[Start of section]

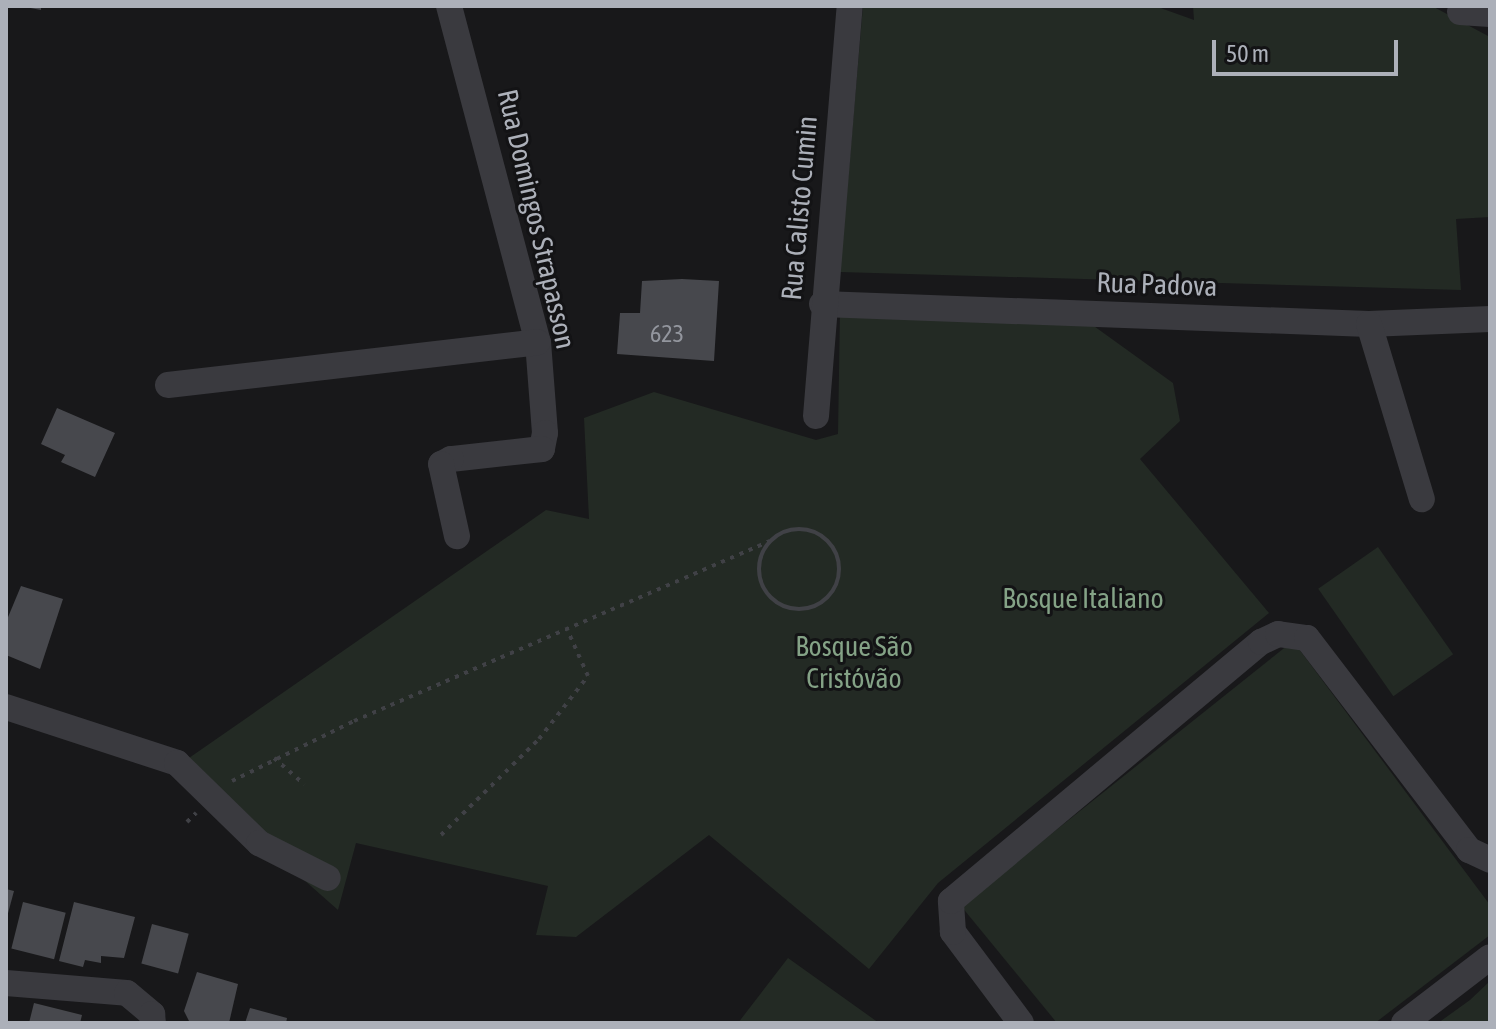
<!DOCTYPE html>
<html>
<head>
<meta charset="utf-8">
<style>
  body { margin:0 }
  #map { position:relative; width:1496px; height:1029px; overflow:hidden; background:#18181a; font-family:"Asap Condensed",sans-serif }
  div>[style] { position:absolute }
  [style*='--x'] { left:calc(var(--x)*1px); top:calc(var(--y)*1px); width:calc(var(--w)*1px); rotate:calc(var(--a)*1deg) }
  .green>* { inset:0; background:#232a24; transform-origin:0 0 }
  .building>* { inset:0; background:#47484d; transform-origin:0 0 }
  .path>* { height:4px; margin-top:-2px; transform-origin:0; background:repeating-linear-gradient(90deg,#404146 0 4px,transparent 0 10px) }
  .path>.ring { margin:-2px; padding:0; box-sizing:content-box; background:none; border:4px solid #404146; border-radius:50% }
  .minor>* { height:26px; margin:-13px; padding:0 13px; transform-origin:13px; border-radius:13px; background:#3a3a3f }
  span { translate:-50% -50%; white-space:nowrap; text-align:center; line-height:1.15; -webkit-text-stroke:6px #131315; paint-order:stroke }
  .number-label { font-size:24px; color:#93969e }
  .number-label span { -webkit-text-stroke-width:0 }
  .street-label { font-size:28px; color:#acb0b9 }
  .park-label { font-size:28px; color:#84a286 }
  .frame { position:absolute; inset:0; border:8px solid #acb0b9; pointer-events:none }
  .scale { position:absolute; left:1212px; top:40px; width:186px; height:36px; box-sizing:border-box; border:4px solid #acb0b9; border-top:0; padding-left:10px; font-size:24px; line-height:28px; white-space:nowrap; color:#acb0b9; -webkit-text-stroke:6px #131315; paint-order:stroke }
</style>
</head>
<body>
<div id="map">
  <div class="green">
    <div style="clip-path:polygon(863px 6px,1155px 6px,1194px 20px,1193px 6px,1432px 6px,1490px 37px,1490px 217px,1456px 219px,1461px 290px,840px 272px)"></div>
    <div style="clip-path:polygon(840px 310px,1073px 311px,1173px 383px,1180px 421px,1140px 459px,1269px 613px,938px 883px,869px 969px,709px 835px,576px 937px,536px 935px,548px 886px,356px 843px,338px 910px,176px 767px,546px 510px,589px 519px,584px 418px,654px 392px,816px 440px,838px 434px)"></div>
    <div style="left:1378px;top:547px;width:131px;height:73px;rotate:55deg"></div>
    <div style="clip-path:polygon(1293px 641px,1490px 905px,1490px 935px,1375px 1023px,1057px 1023px,961px 906px)"></div>
    <div style="clip-path:polygon(788px 958px,879px 1023px,738px 1023px)"></div>
    <div style="clip-path:polygon(1490px 981px,1490px 1023px,1438px 1023px,1470px 1000px)"></div>
  </div>
  <div class="building">
    <div style="clip-path:polygon(20px 6px,41px 6px,41px 10px)"></div>
    <div style="clip-path:polygon(682px 279px,719px 281px,714px 361px,617px 354px,620px 313px,640px 313px,642px 281px)"></div>
    <div style="clip-path:polygon(57px 408px,115px 433px,95px 477px,61px 462px,65px 455px,41px 444px)"></div>
    <div style="clip-path:polygon(21px 586px,63px 599px,40px 669px,6px 655px,6px 622px)"></div>
    <div style="clip-path:polygon(6px 889px,14px 891px,7px 917px,6px 917px)"></div>
    <div style="left:23px;top:902px;width:44px;height:48px;rotate:14deg"></div>
    <div style="clip-path:polygon(74px 902px,135px 917px,124px 958px,101px 956px,101px 963px,85px 960px,83px 967px,59px 961px)"></div>
    <div style="left:152px;top:924px;width:38px;height:41px;rotate:15deg"></div>
    <div style="clip-path:polygon(197px 972px,238px 984px,229px 1023px,190px 1023px,184px 1011px)"></div>
    <div style="clip-path:polygon(34px 1003px,82px 1015px,80px 1023px,29px 1023px)"></div>
    <div style="clip-path:polygon(250px 1008px,287px 1018px,286px 1023px,245px 1023px)"></div>
  </div>
  <div class="path">
    <div class="ring" style="left:759px;top:529px;width:76px;height:76px"></div>
    <div style="--x:274;--y:758;--w:40;--a:41"></div>
    <div style="--x:232;--y:781;--w:136;--a:-26.2"></div>
    <div style="--x:354;--y:721;--w:453;--a:-23.4"></div>
    <div style="--x:187;--y:822;--w:13;--a:-45"></div>
    <div style="--x:441;--y:835;--w:137;--a:-44.4"></div>
    <div style="--x:539;--y:739;--w:80;--a:-52.1"></div>
    <div style="--x:588;--y:676;--w:51;--a:-114.1"></div>
  </div>
  <div class="minor">
    <div style="--x:449;--y:6;--w:348;--a:75.2"></div>
    <div style="--x:538;--y:342;--w:91;--a:85.6"></div>
    <div style="--x:545;--y:433;--w:16;--a:101"></div>
    <div style="--x:542;--y:449;--w:92;--a:173.7"></div>
    <div style="--x:451;--y:459;--w:11;--a:153"></div>
    <div style="--x:441;--y:464;--w:74;--a:77.5"></div>
    <div style="--x:1460;--y:12;--w:30;--a:4"></div>
    <div style="--x:822;--y:304;--w:547;--a:2.09"></div>
    <div style="--x:1369;--y:324;--w:121;--a:-2.4"></div>
    <div style="--x:1369;--y:324;--w:183;--a:73.2"></div>
    <div style="--x:168;--y:385;--w:372;--a:-6.6"></div>
    <div style="--x:816;--y:416;--w:411;--a:-85.3"></div>
    <div style="--x:6;--y:707;--w:180;--a:18.1"></div>
    <div style="--x:177;--y:763;--w:115;--a:44.3"></div>
    <div style="--x:259;--y:843;--w:77;--a:26.9"></div>
    <div style="--x:6;--y:983;--w:121;--a:4.7"></div>
    <div style="--x:127;--y:993;--w:33;--a:40"></div>
    <div style="--x:152;--y:1014;--w:9;--a:84"></div>
    <div style="--x:1021;--y:1023;--w:114;--a:-126.8"></div>
    <div style="--x:953;--y:932;--w:31;--a:-94"></div>
    <div style="--x:951;--y:901;--w:404;--a:-39.9"></div>
    <div style="--x:1261;--y:642;--w:19;--a:-25"></div>
    <div style="--x:1278;--y:634;--w:29;--a:8"></div>
    <div style="--x:1307;--y:638;--w:267;--a:52.6"></div>
    <div style="--x:1469;--y:850;--w:23;--a:25"></div>
    <div style="--x:1404;--y:1023;--w:108;--a:-37.5"></div>
  </div>
  <div class="number-label">
    <span style="left:667px;top:334px">623</span>
  </div>
  <div class="street-label">
    <span style="left:799px;top:208px;rotate:-85deg">Rua Calisto Cumin</span>
    <span style="left:537px;top:219px;rotate:77deg">Rua Domingos Strapasson</span>
    <span style="left:1157px;top:284px;rotate:2deg">Rua Padova</span>
  </div>
  <div class="park-label">
    <span style="left:1083px;top:598px">Bosque Italiano</span>
    <span style="left:854px;top:662px">Bosque São<br>Cristóvão</span>
  </div>
  <div class="frame"></div>
  <div class="scale">50 m</div>
</div>
</body>
</html>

[End of section]

• **The task**
Scan the entries above and show each line that contains the word "border".

• **Response to this exercise**
  .path>.ring { margin:-2px; padding:0; box-sizing:content-box; background:none; border:4px solid #404146; border-radius:50% }
  .minor>* { height:26px; margin:-13px; padding:0 13px; transform-origin:13px; border-radius:13px; background:#3a3a3f }
  .frame { position:absolute; inset:0; border:8px solid #acb0b9; pointer-events:none }
  .scale { position:absolute; left:1212px; top:40px; width:186px; height:36px; box-sizing:border-box; border:4px solid #acb0b9; border-top:0; padding-left:10px; font-size:24px; line-height:28px; white-space:nowrap; color:#acb0b9; -webkit-text-stroke:6px #131315; paint-order:stroke }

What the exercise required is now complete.